The first part of the course explains how starting with a point set (e.g. acquired with a 3D scanner), one can reconstruct a valid mesh, and then recover higher-level information (symmetry, structuration into parts).
The second part is related with mesh-based computations (e.g. UV mapping and deformations) that need to define a function space over the mesh. We will introduce finite elements, spectral function bases and some of their applications.
The course is based on the following courses/book, together with new elements :
• Geometry Processing based on Polygonal Meshes (SIGGRAPH and EUROGRAPHICS Courses, Botsch et.al)
• Polygon Mesh Processing (AK Peters / CRC Press, Botsch et.al)
• Spectral Mesh Processing (SIGGRAPH and SIGGRAPH ASIA Course, Levy and Zhang)
Attendees need to be familiar with at least one programming language, notions of geometry, linear algebra, data structures and algorithms.
5 min. Lecture 0: Introduction (Lévy)
45 min. Lecture 1: Low Level: Reconstruction, Meshing and Sampling (Lévy)
45 min. Lecture 2: High Level: Recovering Structure and Symmetry (Zhang)
-------------- 15 min. Break ---------------
45 min. Lecture 3: Function Spaces I: Finite Element Modeling for Geometry Processing (Lévy)

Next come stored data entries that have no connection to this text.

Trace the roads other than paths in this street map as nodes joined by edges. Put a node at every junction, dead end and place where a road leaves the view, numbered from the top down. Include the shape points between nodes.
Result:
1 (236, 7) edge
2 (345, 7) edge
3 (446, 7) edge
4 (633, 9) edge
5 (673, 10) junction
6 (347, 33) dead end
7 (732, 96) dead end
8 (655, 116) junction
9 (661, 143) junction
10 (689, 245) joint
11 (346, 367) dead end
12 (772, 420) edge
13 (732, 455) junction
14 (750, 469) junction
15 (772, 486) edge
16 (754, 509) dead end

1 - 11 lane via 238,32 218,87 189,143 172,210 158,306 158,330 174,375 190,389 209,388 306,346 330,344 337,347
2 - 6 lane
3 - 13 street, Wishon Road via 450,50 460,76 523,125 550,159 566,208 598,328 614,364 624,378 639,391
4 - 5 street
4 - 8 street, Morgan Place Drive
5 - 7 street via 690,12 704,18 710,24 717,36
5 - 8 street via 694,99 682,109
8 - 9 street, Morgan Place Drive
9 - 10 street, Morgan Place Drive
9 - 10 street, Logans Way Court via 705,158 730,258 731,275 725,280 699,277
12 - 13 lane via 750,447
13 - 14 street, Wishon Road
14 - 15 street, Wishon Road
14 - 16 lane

45 min. Lecture 4: Function Spaces II: Spectral Mesh Processing (Zhang)
5 min. Wrapup, Q&A
Bruno Lévy directs the ALICE project team in INRIA Nancy Grand-Est and in the LORIA lab. His research topic is numerical geometry, with applications in numerical simulation, real-time rendering and scientific visualization. Some of his results (e.g. LSCM) are used in several commercial and open-source softwares.
He defended his Ph.D. thesis in 1999 and received the Gilles Kahn / Académie des Sciences SPECIF award in 2000. Then he did a post-doc in Stanford. He was program co-chair of ACM SPM in 2007 and 2008, and program co-chair of ACM/EG SGP in 2010. He is associate editor of TVCG (IEEE) and Graphical Models (Elsevier). He was awarded a grant from the European Research Council in 2008, received the Lorraine regional young researcher award in 2010 and the INRIA young researcher award in 2011.
Hao Richard Zhang co-directs the Graphics, Usability, and Visualization Lab at Simon Fraser University, Canada, where he is an associate professor in the School of Computing Science. He received his Ph.D. from the Dynamic Graphics Project (DGP), Department of Computer Science, University of Toronto in 2003 and M. Math and B. Math degrees from the University of Waterloo. His research interests include geometry processing, shape analysis, and computer graphics. He was a winner of the Best Paper Award from SGP 2008 and the Most Cited Paper Award for the journal Computer-Aided Design in 2010.